The statistics regarding how many people think having an end-of-life plan is important and how many actually have one aren’t good, but they also aren’t surprising. Just thinking about the end of your life or the end of a loved one’s life is hard enough; talking about it can seem nearly impossible. How do you ask an older relative what they want the end of their life to look like? How do you bring up your end-of-life wishes to your children?
Because of our desire to avoid this uncomfortable and seemingly morbid topic, no matter which side of the conversation we’d be on, people are not experiencing the end of their life the way they want. Not having a plan is not only hard on the person who is reaching the end, it is also more difficult for family members who are left guessing, and even arguing, about the best course of action.
In an effort to encourage people to talk about end-of-life wishes, the Institute for Healthcare Improvement (IHI) created The Conversation Project.
The Conversation Project encourages people to talk to others about their end-of-life wishes long before they near the end of their life. And even though the name implies there is only one conversation, IHI makes it clear that many conversations should be held about this topic because it’s important, there is a lot of information to cover, and people’s wishes may change over time.
End of Life Decisions to Be Made
When people think of end-of-life wishes, many think about what hymns they would like played at their funeral, whether they want to be buried or cremated, or who will inherit their belongings. But there are many decisions to be made regarding your life before pass away.
· If you have a disease, how aggressively do you want it to be treated?
· How much do you want to know about your diagnosis? Do you want your doctor to estimate how much time you have left or would you rather not know?
· How much say do you want to have in your treatment?

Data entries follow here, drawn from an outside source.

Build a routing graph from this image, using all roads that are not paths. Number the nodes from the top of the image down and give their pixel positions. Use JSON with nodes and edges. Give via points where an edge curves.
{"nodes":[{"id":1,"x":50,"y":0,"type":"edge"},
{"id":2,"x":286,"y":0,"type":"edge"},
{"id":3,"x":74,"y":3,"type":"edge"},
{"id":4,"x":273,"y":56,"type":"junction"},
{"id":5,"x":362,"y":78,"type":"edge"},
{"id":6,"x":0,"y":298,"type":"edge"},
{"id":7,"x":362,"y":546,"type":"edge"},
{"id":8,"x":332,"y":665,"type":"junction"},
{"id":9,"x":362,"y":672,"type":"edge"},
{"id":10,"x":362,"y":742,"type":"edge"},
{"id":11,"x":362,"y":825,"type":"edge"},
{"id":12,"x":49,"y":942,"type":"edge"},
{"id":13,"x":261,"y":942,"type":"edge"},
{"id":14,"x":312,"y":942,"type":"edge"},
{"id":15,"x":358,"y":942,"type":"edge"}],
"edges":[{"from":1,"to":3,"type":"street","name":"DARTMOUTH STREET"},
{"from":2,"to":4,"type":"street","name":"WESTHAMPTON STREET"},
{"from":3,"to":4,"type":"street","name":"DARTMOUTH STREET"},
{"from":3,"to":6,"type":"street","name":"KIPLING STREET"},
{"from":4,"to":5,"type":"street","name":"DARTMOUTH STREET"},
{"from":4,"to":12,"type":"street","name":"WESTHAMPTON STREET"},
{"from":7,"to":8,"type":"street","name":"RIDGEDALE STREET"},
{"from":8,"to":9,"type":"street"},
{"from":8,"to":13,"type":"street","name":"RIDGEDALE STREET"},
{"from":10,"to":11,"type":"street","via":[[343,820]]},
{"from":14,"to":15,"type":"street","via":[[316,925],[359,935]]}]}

Do you want to make the decisions or do you want your doctors to decide?
· Where do you want to spend your final days, in a facility or at home?
· At what point do you want your care to switch from trying to cure you to making you comfortable?
· Do you want your family to strictly follow your wishes, or do you want them to do what seems best in their opinion?
· Do you want to be alone when the time comes, or do you want to be surrounded by family if possible?
· Do you know who you want to make medical decisions on your behalf if or when you become unable to do it yourself?
These are just a few of the many topics that should be addressed before it’s too late to have the conversation.
Resources to Help Get the Conversation Started
The Conversation Project offers a free starter kit that can be downloaded from their website or ordered as a printed copy. This valuable resource can help you decide the most important topics you want to cover, who you want to include in the conversation, and when and where the discussion should take place. Their website also includes personal stories and articles from people who are involved in the project or have experienced the end of a loved one’s life.
Local groups are also bringing this issue to light through seminars and expert panels. Residents of Northern Kentucky and Cincinnati can attend these local Conversation Project events in the near future:
October 5, 2017 - 6:00-7:30p.m. “Candid Conversations” Brookdale in Edgewood, KY
November 9, 2017 – 5:30-8:00p.m. “The Conversation – It’s Never Too Early Until It’s Too Late” First Baptist Church in Cold Spring, KY
reSettled Life is a proud supporter of this cause and believe strongly that these conversations are very beneficial. Amy Wright, owner and founder, recently emceed “Conversations That Matter” in Boone County and the company will have a vendor table at the “Candid Conversations” event in October.
When end-of-life wishes are known, loved ones can leave this life as they desire and allow their families to celebrate how they lived.